I didn’t want my parents to get mad at the dog or for the incident to ruin the holiday, so I rinsed off the ham, cut off the obviously chewed-on parts and put it back on the counter (out of reach of the dog this time). I don’t think I've ever told anyone in my family about it.


Credit Velveeta

Dad Will Never Live This Down: The Goldstein Family's Less-Than-Favorite But Most Memorable Holiday #Recipe 

Abby Goldstein, 91.3 WYEP General Manager

The one special dish that takes me back to childhood is the pearl onions in cheese sauce that was a constant, unchanging feature of our holiday tables. But be warned. This one comes with lots of stories and an odious disclaimer.

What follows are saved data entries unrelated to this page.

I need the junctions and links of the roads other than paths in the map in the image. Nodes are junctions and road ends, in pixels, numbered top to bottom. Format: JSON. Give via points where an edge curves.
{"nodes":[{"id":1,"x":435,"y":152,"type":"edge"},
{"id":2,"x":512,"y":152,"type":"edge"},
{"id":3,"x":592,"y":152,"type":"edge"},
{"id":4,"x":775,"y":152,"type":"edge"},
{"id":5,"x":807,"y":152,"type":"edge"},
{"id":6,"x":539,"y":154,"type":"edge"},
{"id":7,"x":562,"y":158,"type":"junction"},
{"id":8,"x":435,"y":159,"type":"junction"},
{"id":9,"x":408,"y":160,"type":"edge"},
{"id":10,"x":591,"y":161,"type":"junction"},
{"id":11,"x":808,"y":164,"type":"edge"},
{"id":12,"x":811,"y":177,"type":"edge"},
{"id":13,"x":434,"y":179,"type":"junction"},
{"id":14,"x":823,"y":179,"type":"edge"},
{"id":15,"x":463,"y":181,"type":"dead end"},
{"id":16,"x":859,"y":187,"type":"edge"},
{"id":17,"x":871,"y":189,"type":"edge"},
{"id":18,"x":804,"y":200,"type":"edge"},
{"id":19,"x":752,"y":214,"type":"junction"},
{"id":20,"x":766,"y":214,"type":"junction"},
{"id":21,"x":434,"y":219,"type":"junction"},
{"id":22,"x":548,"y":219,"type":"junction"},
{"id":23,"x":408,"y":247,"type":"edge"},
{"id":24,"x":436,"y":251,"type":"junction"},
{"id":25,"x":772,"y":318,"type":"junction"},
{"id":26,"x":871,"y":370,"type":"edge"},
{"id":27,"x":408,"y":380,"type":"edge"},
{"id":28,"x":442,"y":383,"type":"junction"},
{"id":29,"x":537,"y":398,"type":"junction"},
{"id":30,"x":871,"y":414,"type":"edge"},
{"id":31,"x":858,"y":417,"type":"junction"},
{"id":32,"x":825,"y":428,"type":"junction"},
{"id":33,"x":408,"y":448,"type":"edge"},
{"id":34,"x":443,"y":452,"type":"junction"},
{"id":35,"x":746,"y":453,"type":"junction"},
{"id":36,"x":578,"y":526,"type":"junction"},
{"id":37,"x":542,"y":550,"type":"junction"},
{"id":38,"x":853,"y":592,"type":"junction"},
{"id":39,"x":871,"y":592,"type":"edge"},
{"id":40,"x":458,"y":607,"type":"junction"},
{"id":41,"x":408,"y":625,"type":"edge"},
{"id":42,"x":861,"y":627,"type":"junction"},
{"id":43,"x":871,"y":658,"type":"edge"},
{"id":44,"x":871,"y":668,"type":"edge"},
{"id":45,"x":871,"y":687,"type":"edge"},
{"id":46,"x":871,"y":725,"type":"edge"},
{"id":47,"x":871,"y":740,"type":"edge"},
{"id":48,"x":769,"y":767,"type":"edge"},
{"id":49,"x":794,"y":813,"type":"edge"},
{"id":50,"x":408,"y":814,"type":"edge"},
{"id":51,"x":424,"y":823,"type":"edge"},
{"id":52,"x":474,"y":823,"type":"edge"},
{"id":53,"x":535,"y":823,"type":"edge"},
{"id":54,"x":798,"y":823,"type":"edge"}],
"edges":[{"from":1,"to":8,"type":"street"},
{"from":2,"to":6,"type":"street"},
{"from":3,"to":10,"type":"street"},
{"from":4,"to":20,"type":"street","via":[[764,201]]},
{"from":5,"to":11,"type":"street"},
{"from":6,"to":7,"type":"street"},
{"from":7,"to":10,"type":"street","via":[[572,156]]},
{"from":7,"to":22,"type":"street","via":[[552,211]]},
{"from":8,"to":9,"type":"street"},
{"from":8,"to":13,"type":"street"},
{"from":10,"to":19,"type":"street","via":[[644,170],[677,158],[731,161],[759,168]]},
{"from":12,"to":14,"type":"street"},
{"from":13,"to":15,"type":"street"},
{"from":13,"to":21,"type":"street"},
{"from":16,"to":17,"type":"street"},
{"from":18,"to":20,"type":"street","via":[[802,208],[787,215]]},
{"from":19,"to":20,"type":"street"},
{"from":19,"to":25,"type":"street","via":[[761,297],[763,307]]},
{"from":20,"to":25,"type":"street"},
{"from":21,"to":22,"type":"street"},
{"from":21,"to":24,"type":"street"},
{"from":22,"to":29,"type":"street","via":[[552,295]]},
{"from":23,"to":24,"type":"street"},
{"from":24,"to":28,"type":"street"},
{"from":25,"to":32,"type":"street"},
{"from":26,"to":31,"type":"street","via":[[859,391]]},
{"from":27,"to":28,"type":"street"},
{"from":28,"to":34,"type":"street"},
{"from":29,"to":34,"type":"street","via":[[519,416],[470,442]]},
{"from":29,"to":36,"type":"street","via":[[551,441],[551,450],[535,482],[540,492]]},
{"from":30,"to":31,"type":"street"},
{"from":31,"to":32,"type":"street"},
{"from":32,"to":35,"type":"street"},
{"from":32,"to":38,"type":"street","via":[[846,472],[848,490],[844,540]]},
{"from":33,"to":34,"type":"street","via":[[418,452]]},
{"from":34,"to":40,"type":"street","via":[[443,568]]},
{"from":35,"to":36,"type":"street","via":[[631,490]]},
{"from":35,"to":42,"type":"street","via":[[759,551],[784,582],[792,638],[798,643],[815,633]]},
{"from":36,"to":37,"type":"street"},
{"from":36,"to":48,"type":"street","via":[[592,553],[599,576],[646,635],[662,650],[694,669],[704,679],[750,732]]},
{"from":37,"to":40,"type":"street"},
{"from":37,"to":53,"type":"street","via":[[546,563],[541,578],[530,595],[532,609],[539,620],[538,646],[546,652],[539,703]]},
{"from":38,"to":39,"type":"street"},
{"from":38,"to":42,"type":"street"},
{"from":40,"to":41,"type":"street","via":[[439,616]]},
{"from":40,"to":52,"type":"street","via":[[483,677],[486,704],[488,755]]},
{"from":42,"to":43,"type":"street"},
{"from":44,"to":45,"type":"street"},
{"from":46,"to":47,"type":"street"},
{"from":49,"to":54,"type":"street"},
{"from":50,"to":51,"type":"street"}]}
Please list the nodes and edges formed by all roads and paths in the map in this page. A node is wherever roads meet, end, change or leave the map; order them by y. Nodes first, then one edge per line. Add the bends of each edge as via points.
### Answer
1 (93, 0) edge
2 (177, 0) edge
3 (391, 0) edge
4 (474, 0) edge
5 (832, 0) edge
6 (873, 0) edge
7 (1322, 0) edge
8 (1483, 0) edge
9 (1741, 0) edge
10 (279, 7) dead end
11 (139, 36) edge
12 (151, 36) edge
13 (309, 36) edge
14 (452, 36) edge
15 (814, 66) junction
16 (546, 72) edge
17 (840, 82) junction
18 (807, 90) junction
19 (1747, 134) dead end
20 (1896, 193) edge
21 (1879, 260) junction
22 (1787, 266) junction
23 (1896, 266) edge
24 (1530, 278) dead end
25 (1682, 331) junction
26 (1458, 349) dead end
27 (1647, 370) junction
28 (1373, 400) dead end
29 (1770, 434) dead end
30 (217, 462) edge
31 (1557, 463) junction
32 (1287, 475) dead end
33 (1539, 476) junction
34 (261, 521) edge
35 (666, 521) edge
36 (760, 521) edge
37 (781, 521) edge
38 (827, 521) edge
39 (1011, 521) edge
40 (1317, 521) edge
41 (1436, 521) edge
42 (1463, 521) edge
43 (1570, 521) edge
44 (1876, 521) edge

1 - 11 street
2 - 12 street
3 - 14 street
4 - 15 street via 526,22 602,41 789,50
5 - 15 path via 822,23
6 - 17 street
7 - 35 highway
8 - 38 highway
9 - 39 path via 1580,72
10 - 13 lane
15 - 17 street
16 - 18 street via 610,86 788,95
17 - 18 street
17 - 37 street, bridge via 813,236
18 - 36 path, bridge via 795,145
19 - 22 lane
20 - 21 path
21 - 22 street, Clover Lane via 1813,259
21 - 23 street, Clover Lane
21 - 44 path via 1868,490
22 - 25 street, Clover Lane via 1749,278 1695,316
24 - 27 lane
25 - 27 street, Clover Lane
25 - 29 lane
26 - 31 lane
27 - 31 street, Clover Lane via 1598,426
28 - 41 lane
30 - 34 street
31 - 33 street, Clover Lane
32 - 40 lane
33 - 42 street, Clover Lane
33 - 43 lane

My mother made this dish every Thanksgiving, and I myself have served it to many a holiday dinner guest. Small boiler or pearl onions are cleaned, peeled and boiled until they are soft but still hold their shape, then anointed with a simple cream Velveeta sauce. Ah, Velveeta, the magic time machine of food items, instantly whisking me back to my youth. This creamed onion dish does it every time. Soft blue cheeses like gorgonzola, saga and Roquefort work very well and add a pleasant sharpness to the dish. Good melters like jack and provolone are also very nice and can stand up to a little heat from cayenne pepper or a shot of Tabasco. Avoid the harder cheeses that might become grainy when melted.

To make: 

  • Two bags of boiler onions or pearl onions
  • 2 tbsp of butter
  • 2 tbsp of flour
  • 2 cups of milk
  • 1 small block of Velveeta, or the good melting cheese of your choice.
  • Seasoning to taste

Peel the onions and boil them in water until they are soft but retain their shape.
In a sauce pot, make a roux with the butter and flour and cook it briefly until it just loses its raw taste. It’ll begin to take on a slightly nutty aroma. Pour the cold milk in and stir with a whisk to break up the lumps of flour. Let this sauce come to a full boil and thicken, but stir it constantly. Then take it off the heat and add the cheese. Stir to make sure the cheese is all melted, and season with your favorites.


The Cheater's Guide To Chocolate Cream Pie

Sarah Kovash, 90.5 WESA Digital Editor & Producer

I am not a pumpkin lover, although I’ve come around to it more in recent years. Nor am I a pecan lover. That said, my Thanksgiving dessert options boil down to figuring out which pie I can douse in whipped cream to conceal the taste. Or, on a lucky year, I might find a surprise chocolate cream pie or decide to be helpful and make my own.

If you’re feeling fancy, this pie from Cup of Jo is delicious. If not, you can go the cheap-o Sarah Kovash route:

  • Buy frozen pie crust and bake
  • Make instant chocolate pudding and then pour into baked crust
  • Put in fridge and then top with canned whipped cream when ready to eat

**UPDATED: Nov. 24 4:53 p.m. Sarah's talented, kind, selfless sister Stephanie reminded her as soon as this published that she makes Sarah a chocolate pie every year. Sarah is very sorry about this. Please continue making Sarah's favorite pie. /mh

Credit Sunbeam

BONUS #Recipe: Brown and Serve Rolls

Deanna Garcia, 90.5 WESA Assistant News Director

I love Sunbeam Brown & Serve Rolls. In my absence back home, my family still prepares a ton of them and eats them “in my honor” – or at least that’s what they’ve told me.

*Follow the instructions on the package, but the trick is knowing JUST when to take them out. One second too late in the oven, and you’ll have hard little pieces of burnt coal.